** DATA FOR THE TASK **
____

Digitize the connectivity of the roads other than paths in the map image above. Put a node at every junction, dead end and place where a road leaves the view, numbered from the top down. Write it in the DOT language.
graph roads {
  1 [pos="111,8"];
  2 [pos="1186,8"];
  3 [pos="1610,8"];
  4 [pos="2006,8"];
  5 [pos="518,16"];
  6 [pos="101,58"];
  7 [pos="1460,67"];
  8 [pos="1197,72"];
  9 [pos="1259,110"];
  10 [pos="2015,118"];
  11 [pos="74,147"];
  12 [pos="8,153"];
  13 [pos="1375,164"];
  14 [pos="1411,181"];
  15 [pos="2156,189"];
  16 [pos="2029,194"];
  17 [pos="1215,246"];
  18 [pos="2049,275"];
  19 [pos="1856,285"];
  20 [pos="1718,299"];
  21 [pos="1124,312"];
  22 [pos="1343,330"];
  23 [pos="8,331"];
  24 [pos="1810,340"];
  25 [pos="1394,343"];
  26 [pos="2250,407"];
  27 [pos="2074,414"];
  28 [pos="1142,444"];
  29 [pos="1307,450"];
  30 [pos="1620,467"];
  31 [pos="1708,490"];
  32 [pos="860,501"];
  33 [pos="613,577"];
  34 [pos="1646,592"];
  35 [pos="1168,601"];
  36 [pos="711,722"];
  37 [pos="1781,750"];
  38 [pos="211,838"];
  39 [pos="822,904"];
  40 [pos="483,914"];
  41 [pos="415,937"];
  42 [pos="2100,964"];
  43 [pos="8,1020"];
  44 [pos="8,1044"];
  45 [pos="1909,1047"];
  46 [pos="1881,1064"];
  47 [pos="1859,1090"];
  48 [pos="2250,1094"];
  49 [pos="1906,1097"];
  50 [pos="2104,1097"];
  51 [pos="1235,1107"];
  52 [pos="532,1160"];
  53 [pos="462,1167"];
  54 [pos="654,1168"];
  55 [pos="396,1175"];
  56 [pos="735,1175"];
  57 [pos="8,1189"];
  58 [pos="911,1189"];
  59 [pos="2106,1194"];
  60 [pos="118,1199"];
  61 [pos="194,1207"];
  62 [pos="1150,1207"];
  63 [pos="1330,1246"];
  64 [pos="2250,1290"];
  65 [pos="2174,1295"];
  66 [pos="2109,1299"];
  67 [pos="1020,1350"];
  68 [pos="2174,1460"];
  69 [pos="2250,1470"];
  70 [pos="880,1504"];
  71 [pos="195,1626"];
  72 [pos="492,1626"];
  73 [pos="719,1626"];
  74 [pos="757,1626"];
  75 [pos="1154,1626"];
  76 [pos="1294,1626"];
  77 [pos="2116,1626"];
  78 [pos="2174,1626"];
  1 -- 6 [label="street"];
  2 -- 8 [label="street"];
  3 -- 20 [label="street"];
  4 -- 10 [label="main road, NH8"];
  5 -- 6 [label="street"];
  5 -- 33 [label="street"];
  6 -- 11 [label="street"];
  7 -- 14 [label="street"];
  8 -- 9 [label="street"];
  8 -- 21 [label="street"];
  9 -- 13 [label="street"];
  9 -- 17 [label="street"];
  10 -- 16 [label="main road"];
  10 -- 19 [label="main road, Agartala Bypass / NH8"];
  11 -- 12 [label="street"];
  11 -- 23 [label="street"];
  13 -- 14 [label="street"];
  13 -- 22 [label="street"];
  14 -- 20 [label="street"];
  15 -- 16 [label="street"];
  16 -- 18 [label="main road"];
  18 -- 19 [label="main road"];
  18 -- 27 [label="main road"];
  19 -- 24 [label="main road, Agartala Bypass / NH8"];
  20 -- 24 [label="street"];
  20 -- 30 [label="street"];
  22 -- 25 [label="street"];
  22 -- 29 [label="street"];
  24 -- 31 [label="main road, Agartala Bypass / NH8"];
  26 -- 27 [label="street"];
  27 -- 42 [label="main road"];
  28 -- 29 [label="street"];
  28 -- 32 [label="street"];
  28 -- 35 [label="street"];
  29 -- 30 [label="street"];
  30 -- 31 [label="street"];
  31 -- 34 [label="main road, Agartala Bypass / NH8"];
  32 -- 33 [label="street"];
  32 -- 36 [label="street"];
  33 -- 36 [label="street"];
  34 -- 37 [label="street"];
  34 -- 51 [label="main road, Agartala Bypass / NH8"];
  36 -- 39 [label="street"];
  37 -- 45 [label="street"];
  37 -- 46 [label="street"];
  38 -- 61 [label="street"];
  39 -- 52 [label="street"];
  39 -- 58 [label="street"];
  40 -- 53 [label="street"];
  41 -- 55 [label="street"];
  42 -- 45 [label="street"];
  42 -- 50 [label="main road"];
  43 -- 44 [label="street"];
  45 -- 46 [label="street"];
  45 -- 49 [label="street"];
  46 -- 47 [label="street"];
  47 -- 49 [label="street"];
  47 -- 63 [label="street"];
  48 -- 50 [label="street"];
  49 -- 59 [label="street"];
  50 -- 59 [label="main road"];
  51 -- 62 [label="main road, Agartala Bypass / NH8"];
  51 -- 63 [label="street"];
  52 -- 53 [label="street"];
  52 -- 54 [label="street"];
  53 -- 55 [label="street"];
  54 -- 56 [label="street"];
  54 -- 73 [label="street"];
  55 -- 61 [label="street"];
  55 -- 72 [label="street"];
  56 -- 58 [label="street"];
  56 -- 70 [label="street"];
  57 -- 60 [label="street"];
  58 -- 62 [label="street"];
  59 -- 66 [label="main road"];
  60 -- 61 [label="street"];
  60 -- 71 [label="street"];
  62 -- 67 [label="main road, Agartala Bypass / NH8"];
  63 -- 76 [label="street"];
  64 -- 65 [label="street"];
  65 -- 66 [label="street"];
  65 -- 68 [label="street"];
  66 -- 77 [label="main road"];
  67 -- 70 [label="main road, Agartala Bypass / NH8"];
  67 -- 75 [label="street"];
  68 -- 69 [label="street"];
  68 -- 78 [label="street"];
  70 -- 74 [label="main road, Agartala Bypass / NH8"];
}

____

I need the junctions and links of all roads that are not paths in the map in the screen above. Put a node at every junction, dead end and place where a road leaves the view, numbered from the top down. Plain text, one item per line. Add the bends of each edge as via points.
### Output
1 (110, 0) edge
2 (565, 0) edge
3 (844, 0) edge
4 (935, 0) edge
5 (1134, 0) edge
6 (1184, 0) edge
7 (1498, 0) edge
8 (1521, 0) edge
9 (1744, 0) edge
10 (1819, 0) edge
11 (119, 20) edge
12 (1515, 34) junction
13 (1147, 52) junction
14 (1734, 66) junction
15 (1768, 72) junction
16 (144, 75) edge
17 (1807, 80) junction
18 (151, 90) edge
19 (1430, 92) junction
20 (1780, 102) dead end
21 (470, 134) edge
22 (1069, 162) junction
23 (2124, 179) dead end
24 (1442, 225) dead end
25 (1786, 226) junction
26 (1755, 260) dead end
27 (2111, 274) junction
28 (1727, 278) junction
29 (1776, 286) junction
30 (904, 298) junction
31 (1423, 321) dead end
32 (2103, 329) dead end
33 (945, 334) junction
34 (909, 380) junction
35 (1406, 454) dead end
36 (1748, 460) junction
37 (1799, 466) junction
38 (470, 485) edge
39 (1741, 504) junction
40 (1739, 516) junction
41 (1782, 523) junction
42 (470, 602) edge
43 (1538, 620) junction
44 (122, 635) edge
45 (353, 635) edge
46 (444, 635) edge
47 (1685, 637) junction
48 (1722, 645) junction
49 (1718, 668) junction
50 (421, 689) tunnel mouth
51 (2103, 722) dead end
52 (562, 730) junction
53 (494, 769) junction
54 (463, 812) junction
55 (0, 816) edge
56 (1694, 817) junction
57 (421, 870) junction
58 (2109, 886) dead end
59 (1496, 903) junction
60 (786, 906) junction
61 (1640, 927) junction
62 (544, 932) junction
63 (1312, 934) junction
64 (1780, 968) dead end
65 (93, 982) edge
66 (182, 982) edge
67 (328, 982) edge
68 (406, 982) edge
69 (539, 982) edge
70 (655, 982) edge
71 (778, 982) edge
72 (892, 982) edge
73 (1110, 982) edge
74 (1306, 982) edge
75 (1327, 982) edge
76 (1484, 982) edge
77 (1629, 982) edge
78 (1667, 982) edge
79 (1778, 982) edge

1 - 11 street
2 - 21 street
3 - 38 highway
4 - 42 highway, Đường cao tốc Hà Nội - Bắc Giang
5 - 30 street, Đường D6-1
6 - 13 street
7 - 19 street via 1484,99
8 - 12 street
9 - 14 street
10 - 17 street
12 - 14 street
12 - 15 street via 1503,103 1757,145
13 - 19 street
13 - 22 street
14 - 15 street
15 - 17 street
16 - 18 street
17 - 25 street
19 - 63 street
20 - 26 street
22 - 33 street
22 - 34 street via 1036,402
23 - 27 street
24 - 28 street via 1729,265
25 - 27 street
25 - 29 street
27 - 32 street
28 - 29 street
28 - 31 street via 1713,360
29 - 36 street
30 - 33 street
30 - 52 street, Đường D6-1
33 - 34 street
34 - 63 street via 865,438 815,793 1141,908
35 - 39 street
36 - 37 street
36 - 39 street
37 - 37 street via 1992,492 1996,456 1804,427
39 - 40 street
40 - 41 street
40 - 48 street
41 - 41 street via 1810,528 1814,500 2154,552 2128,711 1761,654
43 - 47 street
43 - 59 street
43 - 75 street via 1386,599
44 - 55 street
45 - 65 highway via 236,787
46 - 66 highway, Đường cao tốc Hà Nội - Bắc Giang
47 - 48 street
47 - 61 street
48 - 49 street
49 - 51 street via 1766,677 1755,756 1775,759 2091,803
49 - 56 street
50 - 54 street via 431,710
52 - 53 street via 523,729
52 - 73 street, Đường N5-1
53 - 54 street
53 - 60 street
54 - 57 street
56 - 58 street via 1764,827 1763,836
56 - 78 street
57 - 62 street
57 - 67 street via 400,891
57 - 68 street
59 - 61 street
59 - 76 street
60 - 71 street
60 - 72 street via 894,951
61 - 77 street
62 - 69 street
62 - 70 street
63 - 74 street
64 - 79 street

____

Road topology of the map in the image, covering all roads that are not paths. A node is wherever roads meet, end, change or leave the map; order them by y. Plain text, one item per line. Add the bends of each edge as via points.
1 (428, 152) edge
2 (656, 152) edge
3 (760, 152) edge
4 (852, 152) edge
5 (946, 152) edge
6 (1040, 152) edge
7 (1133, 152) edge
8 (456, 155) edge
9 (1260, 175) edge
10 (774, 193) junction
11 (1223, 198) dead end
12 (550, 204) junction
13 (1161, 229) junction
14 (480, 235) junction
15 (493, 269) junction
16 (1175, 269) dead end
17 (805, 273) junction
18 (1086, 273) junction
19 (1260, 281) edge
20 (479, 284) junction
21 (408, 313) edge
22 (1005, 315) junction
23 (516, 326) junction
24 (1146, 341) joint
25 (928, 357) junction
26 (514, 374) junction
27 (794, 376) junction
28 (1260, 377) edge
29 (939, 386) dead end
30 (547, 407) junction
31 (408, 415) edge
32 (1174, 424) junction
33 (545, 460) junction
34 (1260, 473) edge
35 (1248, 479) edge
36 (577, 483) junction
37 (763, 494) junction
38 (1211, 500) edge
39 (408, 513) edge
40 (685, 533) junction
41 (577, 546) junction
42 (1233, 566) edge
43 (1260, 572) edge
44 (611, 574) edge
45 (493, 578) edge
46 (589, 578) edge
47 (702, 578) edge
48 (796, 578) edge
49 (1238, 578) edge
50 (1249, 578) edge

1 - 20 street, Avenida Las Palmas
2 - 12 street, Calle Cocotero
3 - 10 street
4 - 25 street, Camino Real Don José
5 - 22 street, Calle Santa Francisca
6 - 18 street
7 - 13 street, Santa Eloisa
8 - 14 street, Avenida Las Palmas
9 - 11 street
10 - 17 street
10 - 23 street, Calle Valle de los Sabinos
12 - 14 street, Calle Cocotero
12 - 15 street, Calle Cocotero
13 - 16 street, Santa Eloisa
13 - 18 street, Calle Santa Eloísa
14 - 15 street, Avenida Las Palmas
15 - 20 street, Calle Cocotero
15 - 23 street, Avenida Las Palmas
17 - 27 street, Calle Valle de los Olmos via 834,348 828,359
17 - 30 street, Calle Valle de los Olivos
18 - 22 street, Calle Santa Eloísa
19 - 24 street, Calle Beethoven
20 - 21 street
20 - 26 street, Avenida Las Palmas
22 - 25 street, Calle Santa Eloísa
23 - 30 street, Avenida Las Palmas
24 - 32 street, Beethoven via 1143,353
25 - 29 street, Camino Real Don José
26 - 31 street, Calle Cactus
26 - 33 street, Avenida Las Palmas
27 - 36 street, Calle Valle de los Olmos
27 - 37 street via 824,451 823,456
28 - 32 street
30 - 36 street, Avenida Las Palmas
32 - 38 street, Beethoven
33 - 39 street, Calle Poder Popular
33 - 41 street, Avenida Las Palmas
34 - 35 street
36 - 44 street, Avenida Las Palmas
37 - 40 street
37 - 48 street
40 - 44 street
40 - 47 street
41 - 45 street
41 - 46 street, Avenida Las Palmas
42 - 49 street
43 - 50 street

____

** WORK TO COMPLETE **
Write out every line of the data that holds the word "Cocotero".

** RESULT OF THIS TASK **
2 - 12 street, Calle Cocotero
12 - 14 street, Calle Cocotero
12 - 15 street, Calle Cocotero
15 - 20 street, Calle Cocotero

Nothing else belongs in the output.